許陽見此,也不廢話,直接縱劍而起,搶先攻出。
這是三擂之中,他首度先手搶攻,且上來就是人劍合一。
可見周明宇帶來的壓力。
“哼”
周明宇冷哼一聲,也不動用法器,就這般赤手空拳,迎上那凌厲劍光。
“砰”
只聽一聲鏗鏘炸響,周明宇一掌拍出,背后竟見白虎虛影,利爪攜著銳利白芒,重重拍擊在劍光之上,留下五道醒目痕跡,久久不消。
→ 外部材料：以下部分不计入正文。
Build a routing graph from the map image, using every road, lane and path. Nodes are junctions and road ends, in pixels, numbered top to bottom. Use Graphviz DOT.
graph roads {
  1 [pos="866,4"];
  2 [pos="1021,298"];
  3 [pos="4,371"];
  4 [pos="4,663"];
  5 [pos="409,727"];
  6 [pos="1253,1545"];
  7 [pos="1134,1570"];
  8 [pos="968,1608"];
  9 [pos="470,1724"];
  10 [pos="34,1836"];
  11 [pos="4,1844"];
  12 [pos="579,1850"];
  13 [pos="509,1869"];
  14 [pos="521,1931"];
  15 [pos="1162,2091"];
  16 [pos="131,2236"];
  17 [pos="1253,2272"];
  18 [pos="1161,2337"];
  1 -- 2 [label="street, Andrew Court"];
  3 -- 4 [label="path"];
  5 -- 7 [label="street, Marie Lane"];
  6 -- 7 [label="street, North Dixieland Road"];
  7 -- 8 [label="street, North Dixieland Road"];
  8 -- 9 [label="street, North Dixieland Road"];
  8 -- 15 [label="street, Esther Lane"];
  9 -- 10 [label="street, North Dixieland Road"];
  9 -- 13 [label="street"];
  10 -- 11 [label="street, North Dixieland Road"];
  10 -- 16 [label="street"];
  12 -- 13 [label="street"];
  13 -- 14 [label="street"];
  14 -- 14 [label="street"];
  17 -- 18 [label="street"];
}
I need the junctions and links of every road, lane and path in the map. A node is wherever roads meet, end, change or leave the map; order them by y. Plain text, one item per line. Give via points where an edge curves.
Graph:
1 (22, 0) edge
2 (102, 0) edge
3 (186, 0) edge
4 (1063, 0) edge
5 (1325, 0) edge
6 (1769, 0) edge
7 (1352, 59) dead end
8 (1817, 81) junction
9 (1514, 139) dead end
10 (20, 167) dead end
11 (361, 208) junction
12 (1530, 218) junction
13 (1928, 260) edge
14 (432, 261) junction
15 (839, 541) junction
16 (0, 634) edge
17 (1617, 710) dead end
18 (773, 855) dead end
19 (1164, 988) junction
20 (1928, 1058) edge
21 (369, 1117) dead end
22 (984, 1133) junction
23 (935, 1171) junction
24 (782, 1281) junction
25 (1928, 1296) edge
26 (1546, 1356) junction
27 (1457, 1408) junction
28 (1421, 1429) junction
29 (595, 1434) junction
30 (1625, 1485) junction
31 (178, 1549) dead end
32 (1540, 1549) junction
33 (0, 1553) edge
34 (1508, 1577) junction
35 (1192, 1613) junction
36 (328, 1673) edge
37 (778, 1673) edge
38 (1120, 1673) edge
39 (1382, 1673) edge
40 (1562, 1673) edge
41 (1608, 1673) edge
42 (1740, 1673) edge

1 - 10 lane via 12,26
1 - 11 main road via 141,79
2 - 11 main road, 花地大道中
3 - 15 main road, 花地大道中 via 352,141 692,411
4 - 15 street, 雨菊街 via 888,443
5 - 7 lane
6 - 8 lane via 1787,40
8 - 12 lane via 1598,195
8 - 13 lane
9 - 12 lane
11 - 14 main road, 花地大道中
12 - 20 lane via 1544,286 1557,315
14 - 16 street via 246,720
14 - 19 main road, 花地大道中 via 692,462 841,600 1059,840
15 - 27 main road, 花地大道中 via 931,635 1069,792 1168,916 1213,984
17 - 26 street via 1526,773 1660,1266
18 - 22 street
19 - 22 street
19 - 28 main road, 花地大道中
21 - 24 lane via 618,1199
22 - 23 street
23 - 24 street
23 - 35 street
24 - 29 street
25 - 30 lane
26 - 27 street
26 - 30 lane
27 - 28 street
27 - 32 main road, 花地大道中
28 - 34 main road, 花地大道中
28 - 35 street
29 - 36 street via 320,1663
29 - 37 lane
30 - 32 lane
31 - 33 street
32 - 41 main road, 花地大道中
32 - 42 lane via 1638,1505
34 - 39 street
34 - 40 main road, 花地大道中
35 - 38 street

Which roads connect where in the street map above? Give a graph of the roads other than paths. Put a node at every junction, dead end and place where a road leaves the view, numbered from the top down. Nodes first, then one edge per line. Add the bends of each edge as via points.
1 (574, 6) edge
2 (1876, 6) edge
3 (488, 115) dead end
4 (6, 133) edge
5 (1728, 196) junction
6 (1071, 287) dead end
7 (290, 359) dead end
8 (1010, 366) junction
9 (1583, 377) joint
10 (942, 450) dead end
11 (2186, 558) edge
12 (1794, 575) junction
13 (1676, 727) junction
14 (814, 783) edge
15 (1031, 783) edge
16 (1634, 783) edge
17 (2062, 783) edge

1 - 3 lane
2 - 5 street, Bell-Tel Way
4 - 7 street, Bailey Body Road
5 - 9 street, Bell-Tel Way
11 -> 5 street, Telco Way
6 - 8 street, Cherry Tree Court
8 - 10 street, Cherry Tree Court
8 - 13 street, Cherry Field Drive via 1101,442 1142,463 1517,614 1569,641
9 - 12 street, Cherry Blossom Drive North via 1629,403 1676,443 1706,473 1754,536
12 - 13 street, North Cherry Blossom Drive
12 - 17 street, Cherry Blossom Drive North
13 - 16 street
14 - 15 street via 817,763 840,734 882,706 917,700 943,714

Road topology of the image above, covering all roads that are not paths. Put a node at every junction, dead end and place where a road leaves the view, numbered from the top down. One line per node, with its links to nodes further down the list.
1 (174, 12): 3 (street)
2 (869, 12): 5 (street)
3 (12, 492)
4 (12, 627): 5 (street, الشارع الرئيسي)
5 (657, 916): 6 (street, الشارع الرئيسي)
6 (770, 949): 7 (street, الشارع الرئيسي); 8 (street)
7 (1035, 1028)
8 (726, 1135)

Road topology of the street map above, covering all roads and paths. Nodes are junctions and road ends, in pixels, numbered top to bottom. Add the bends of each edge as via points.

正是白虎庚金氣 他是一位體修,根本功法白虎庚金訣已練至大成境界,再有一步,便能圓滿,有望練就“白虎庚金體”
屆時,縱是金丹化形的大妖,他也可赤手搏殺。
可見此門功法強悍。
其特有的白虎庚金氣,更是殺伐利器,不下尋常劍修。
“砰砰砰”
周明宇欺身而上,白虎庚金,狂亂轟擊,完全就是以力壓人。
自己不取巧,對手也難取巧。
幾番轟擊之后,璀璨劍光,也見黯淡。
眾人見此,亦是暗嘆。
“可惜,可惜”
“這李劍臣接連力戰,損耗太多”
“尤其方才,人劍合一,連破王天凌濤瀾珠,冰蛟珠,玄龜盾三大極品法器,耗力可想而知,劍器已失鋒芒。”
“如此狀態,對上盛怒的周明宇,處境可想而知”
眾人暗自搖頭,皆不看好結果。
白云子也微微皺眉,想著如何收拾局面。
就在此間 “砰”
劍吐鋒芒,又是一撞,卻被白虎重擊,狼狽翻轉而回。
甚連合一之勢都難以維持,身劍分離,踉蹌跌撞,灑下點點鮮紅。
如此,退至十余丈外,方才穩住身軀。
手中長劍,如今已是傷痕累累,裂紋滿布。
握劍之手,亦是血跡斑斑,叫人觸目驚心。
這便是白虎庚金之威。
法器再強,也是法器,一階之屬。
筑基修士,位屬二階,白虎庚金訣又是強橫練體之法,肉身強度與庚金鋒銳,早已超出法器范疇,足可媲美下品防御靈器與攻擊靈器。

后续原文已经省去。